# What to work on
Copy the data that follows exactly. Include no pictures.

(Human pose keypoint data)

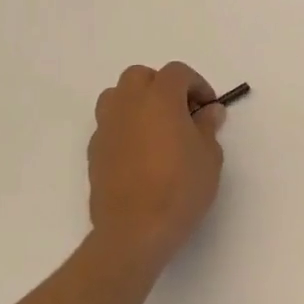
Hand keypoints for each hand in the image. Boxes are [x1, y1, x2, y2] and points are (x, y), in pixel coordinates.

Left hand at [87, 62, 224, 270]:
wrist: (135, 231)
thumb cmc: (181, 188)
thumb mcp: (209, 156)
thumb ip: (208, 126)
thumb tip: (208, 111)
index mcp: (159, 98)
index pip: (177, 72)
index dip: (196, 84)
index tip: (208, 107)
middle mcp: (128, 105)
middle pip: (140, 76)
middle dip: (162, 86)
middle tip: (181, 112)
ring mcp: (106, 128)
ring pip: (116, 96)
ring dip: (137, 102)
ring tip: (157, 128)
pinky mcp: (94, 152)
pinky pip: (109, 125)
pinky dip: (125, 127)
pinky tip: (141, 153)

# Your solution
Hand keypoints for each hand in the image. Boxes are [x1, y1, x2, y2] and points are (x, y), in pixel coordinates.

Left hand at [87, 62, 224, 270]:
wrist: (135, 231)
thumb cmc: (181, 188)
thumb mcp: (209, 156)
thumb ip: (208, 126)
thumb tip: (208, 111)
index mcp: (159, 98)
index pip: (177, 72)
index dip: (196, 84)
index tip: (208, 107)
middle mcp: (128, 105)
middle pip: (140, 76)
middle dip: (162, 86)
middle tip: (181, 112)
ring mcp: (106, 128)
ring pip: (116, 96)
ring dip: (137, 102)
ring tip: (157, 128)
pinky mcp: (94, 152)
pinky pip: (109, 125)
pinky dip: (125, 127)
pinky tip: (141, 153)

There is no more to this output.